Na manhã de domingo, 20 de agosto, a Delegacia de Polícia Civil de Bela Vista recebeu informações sobre a morte de Anderson Gomes Lopes Machado, um professor de 24 anos da Aldeia Indígena Pirakuá. O corpo da vítima foi encontrado em uma estrada rural, enquanto sua motocicleta estava abandonada a aproximadamente 200 metros do local, apresentando sinais de uma possível tentativa de ligação direta.
Uma equipe do Setor de Investigações Gerais, acompanhada de peritos, se dirigiu ao local para realizar os primeiros levantamentos e coletar evidências relevantes. Após uma série de entrevistas preliminares, líderes da aldeia indicaram três suspeitos do crime. Um deles, identificado como E.V. (24), foi preso em flagrante ainda no mesmo dia na comunidade indígena.
No dia seguinte, a polícia militar conseguiu localizar o segundo suspeito, E.A.E. (29), que também foi detido em flagrante. Ambos tiveram suas prisões confirmadas e convertidas em prisão preventiva pelo Judiciário.
Durante os interrogatórios, inconsistências nas versões apresentadas pelos suspeitos resultaram na identificação de um quarto envolvido. Solicitações foram feitas para a decretação de prisão preventiva dos outros dois foragidos, que foram acatadas pela Justiça.

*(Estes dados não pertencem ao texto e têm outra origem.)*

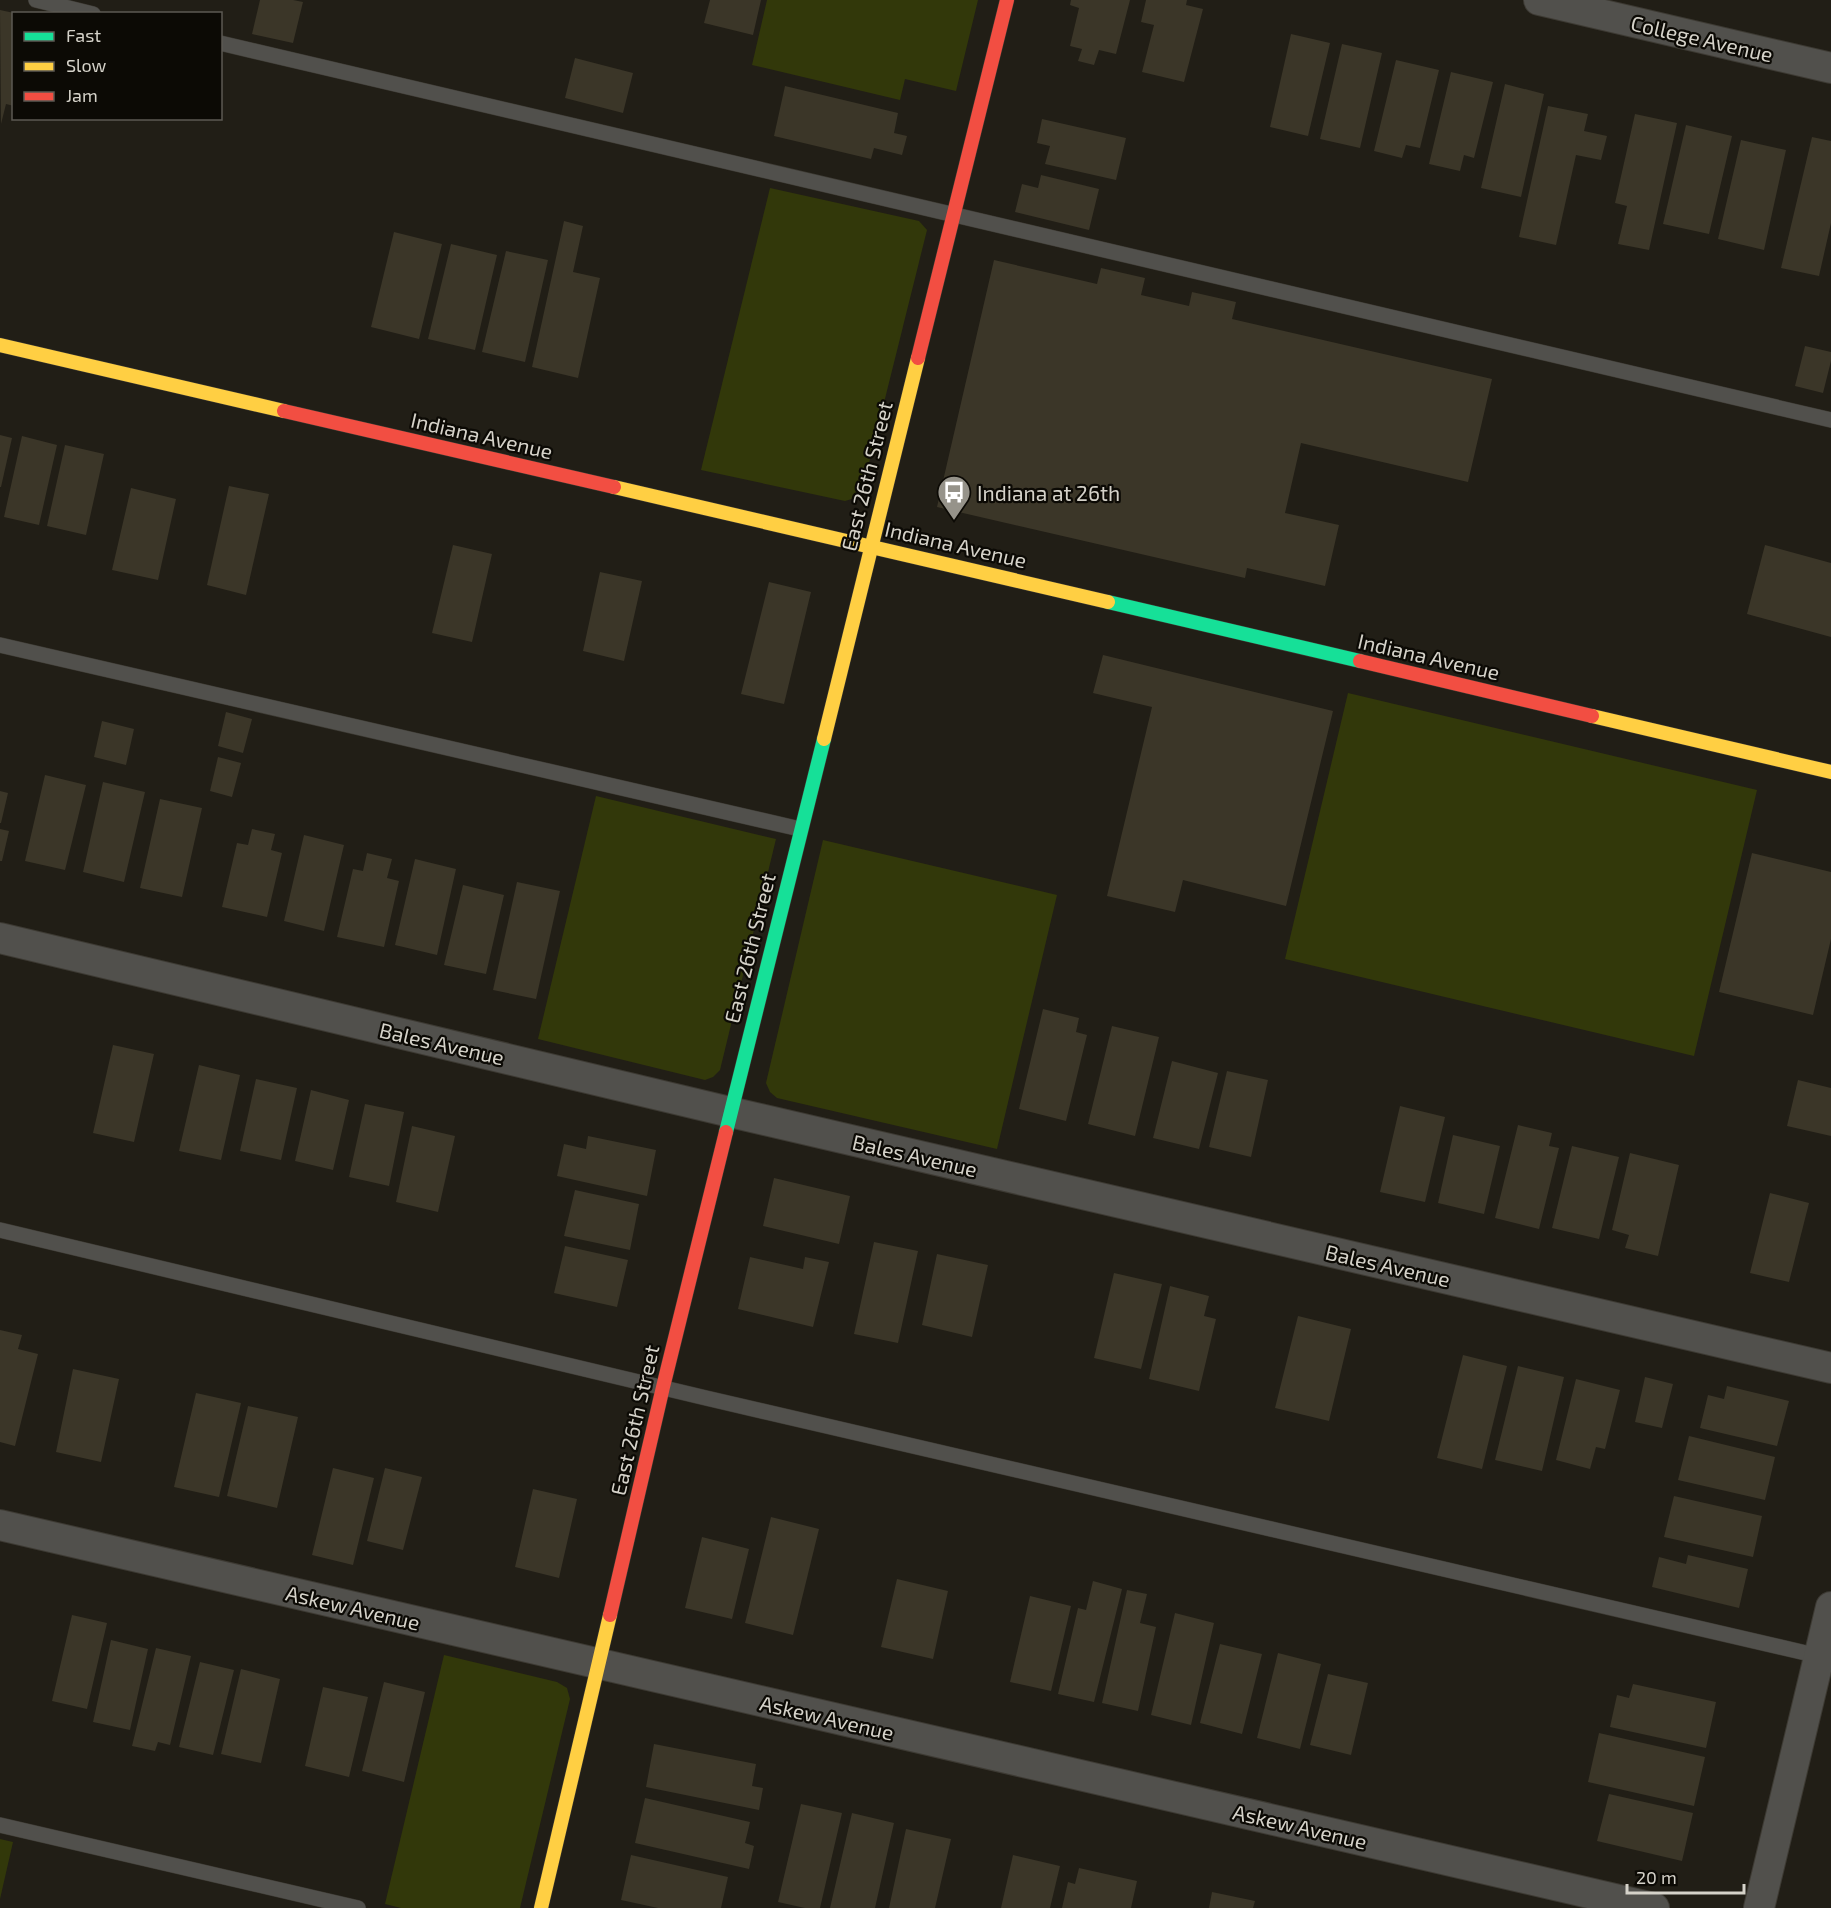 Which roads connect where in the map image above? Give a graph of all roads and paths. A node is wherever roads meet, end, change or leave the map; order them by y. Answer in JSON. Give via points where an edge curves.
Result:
{"nodes":[{"id":1,"x":36,"y":0,"type":"edge"},
{"id":2,"x":1007,"y":0,"type":"edge"},
{"id":3,"x":1539,"y":0,"type":"edge"},
{"id":4,"x":85,"y":12,"type":"edge"},
{"id":5,"x":222,"y":43,"type":"edge"},
{"id":6,"x":1831,"y":68,"type":"edge"},
{"id":7,"x":953,"y":216,"type":"junction"},
{"id":8,"x":0,"y":345,"type":"edge"},
{"id":9,"x":1831,"y":420,"type":"edge"},
{"id":10,"x":871,"y":546,"type":"junction"},
{"id":11,"x":0,"y":645,"type":"edge"},
{"id":12,"x":1831,"y":772,"type":"edge"},
{"id":13,"x":800,"y":829,"type":"junction"},
{"id":14,"x":0,"y":938,"type":"edge"},
{"id":15,"x":730,"y":1112,"type":"junction"},
{"id":16,"x":0,"y":1230,"type":"edge"},
{"id":17,"x":1831,"y":1368,"type":"edge"},
{"id":18,"x":663,"y":1387,"type":"junction"},
{"id":19,"x":0,"y":1525,"type":"edge"},
{"id":20,"x":1831,"y":1606,"type":"edge"},
{"id":21,"x":1826,"y":1657,"type":"edge"},
{"id":22,"x":599,"y":1664,"type":"junction"},
{"id":23,"x":0,"y":1825,"type":"edge"},
{"id":24,"x":358,"y":1908,"type":"edge"},
{"id":25,"x":541,"y":1908,"type":"edge"},
{"id":26,"x":1654,"y":1908,"type":"edge"},
{"id":27,"x":1759,"y":1908,"type":"edge"}],
"edges":[{"from":1,"to":4,"type":"lane"},
{"from":2,"to":7,"type":"street","name":"East 26th Street"},
{"from":3,"to":6,"type":"street","name":"College Avenue"},
{"from":5,"to":7,"type":"lane"},
{"from":7,"to":9,"type":"lane"},
{"from":7,"to":10,"type":"street","name":"East 26th Street"},
{"from":8,"to":10,"type":"street","name":"Indiana Avenue"},
{"from":10,"to":12,"type":"street","name":"Indiana Avenue"},
{"from":10,"to":13,"type":"street","name":"East 26th Street"},
{"from":11,"to":13,"type":"lane"},
{"from":13,"to":15,"type":"street","name":"East 26th Street"},
{"from":14,"to":15,"type":"street","name":"Bales Avenue"},
{"from":15,"to":17,"type":"street","name":"Bales Avenue"},
{"from":15,"to":18,"type":"street","name":"East 26th Street"},
{"from":16,"to":18,"type":"lane"},
{"from":18,"to":21,"type":"lane"},
{"from":18,"to":22,"type":"street","name":"East 26th Street"},
{"from":19,"to":22,"type":"street","name":"Askew Avenue"},
{"from":20,"to":21,"type":"street"},
{"from":21,"to":27,"type":"street"},
{"from":22,"to":25,"type":"street","name":"East 26th Street"},
{"from":22,"to":26,"type":"street","name":"Askew Avenue"},
{"from":23,"to":24,"type":"lane"}]} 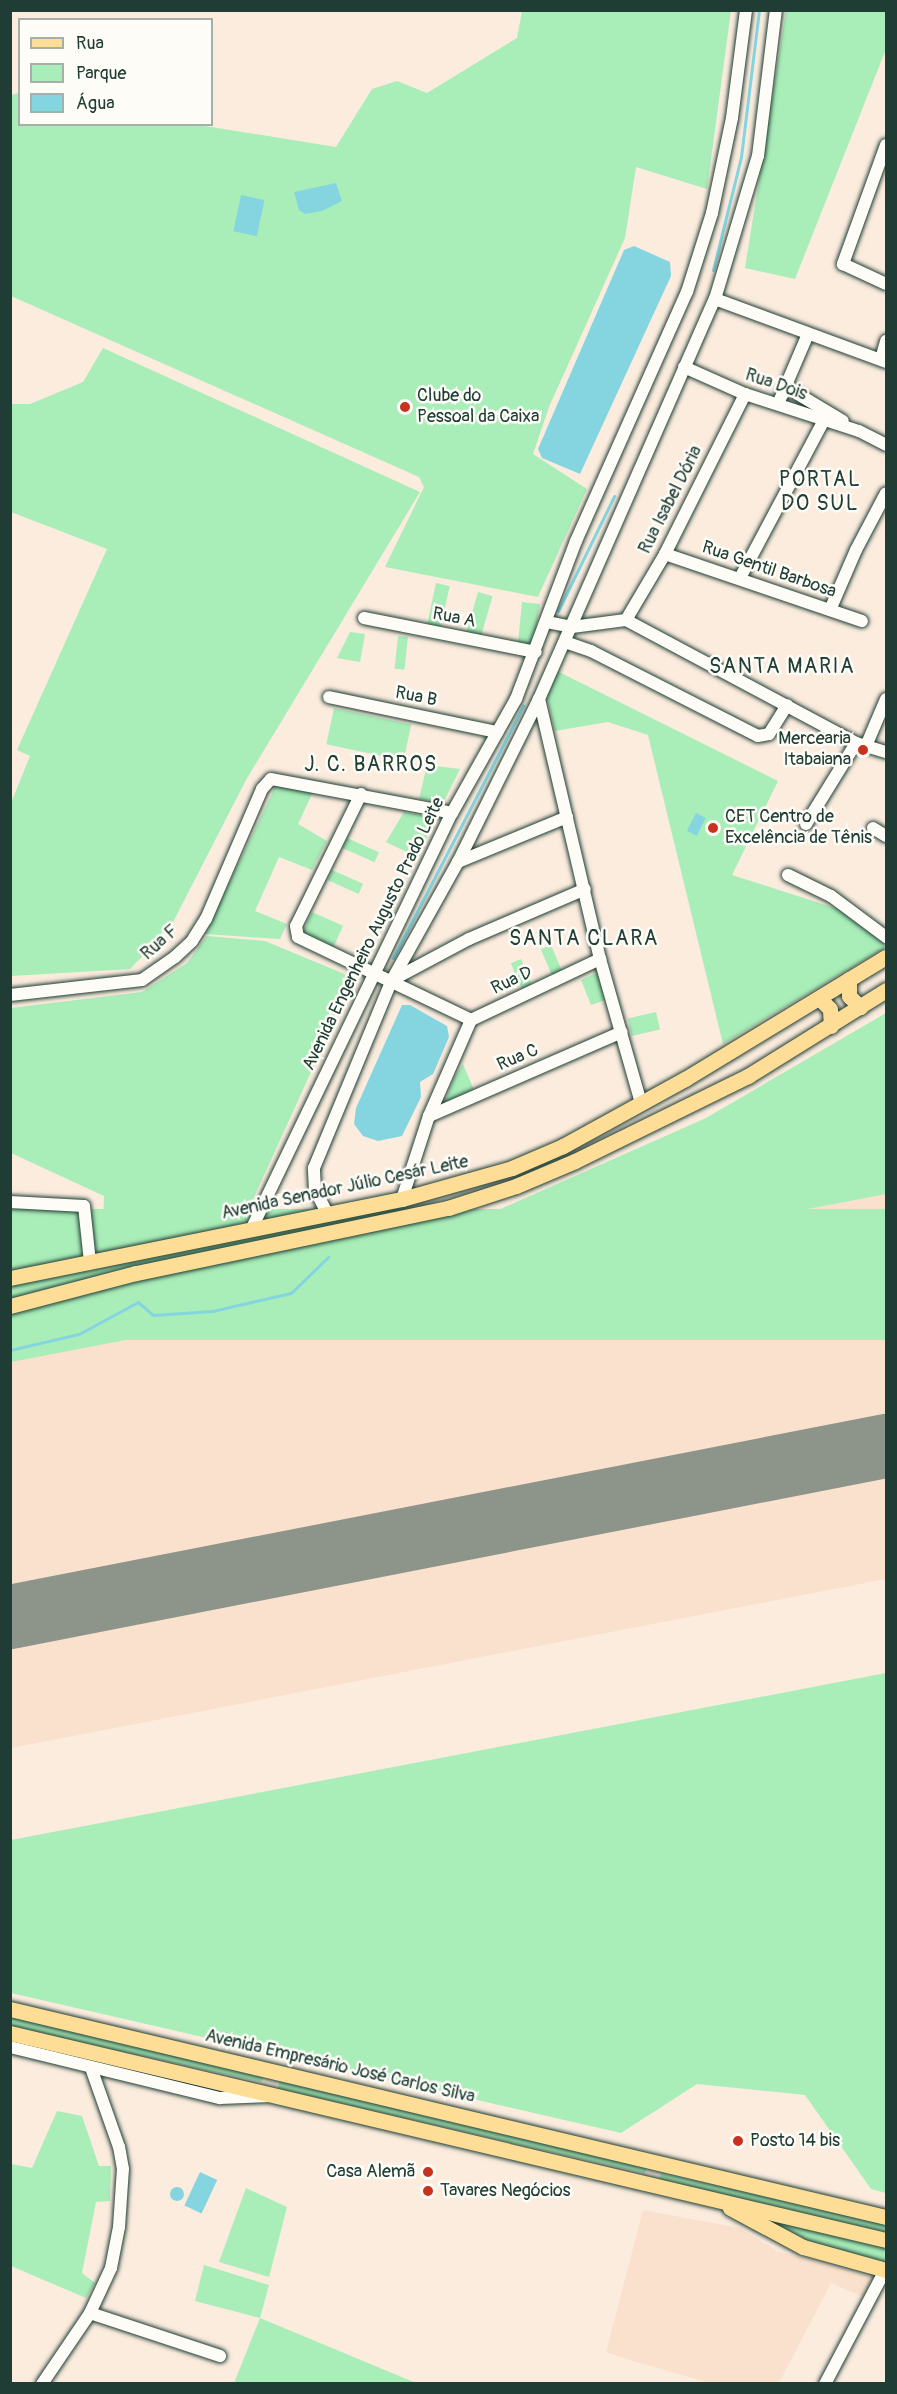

Na última segunda-feira, uma equipe do Departamento de Operações de Fronteira, em coordenação com a Delegacia de Bela Vista, localizou G.M.A. (24), terceiro suspeito já com mandado de prisão preventiva. Ele foi capturado.
Na manhã de terça-feira, o quarto suspeito, R.V.G. (31), foi detido enquanto tentava fugir para uma área rural nas proximidades da cidade de Antonio João.
As investigações revelaram que, por volta da 1h de domingo, os quatro indivíduos abordaram Anderson, exigindo sua motocicleta, uma Honda CB 250 Twister. Ao receber uma negativa, iniciaram um ataque com uma foice e facas, causando sua morte imediata. Além da motocicleta, que não funcionou após o crime e foi abandonada, também foram levados um par de chuteiras.
Os suspeitos alegaram, em seus interrogatórios, que o ato foi motivado pela busca de dinheiro para a compra de mais álcool, já que estavam consumindo bebida desde a tarde do dia anterior. A congruência entre os depoimentos dos testemunhos, as evidências coletadas no local e os objetos encontrados, incluindo a foice utilizada no crime e as chuteiras, permitiu a prisão dos quatro homens. Eles foram encaminhados ao Presídio Máximo Romero, em Jardim, onde permanecerão à disposição do Judiciário.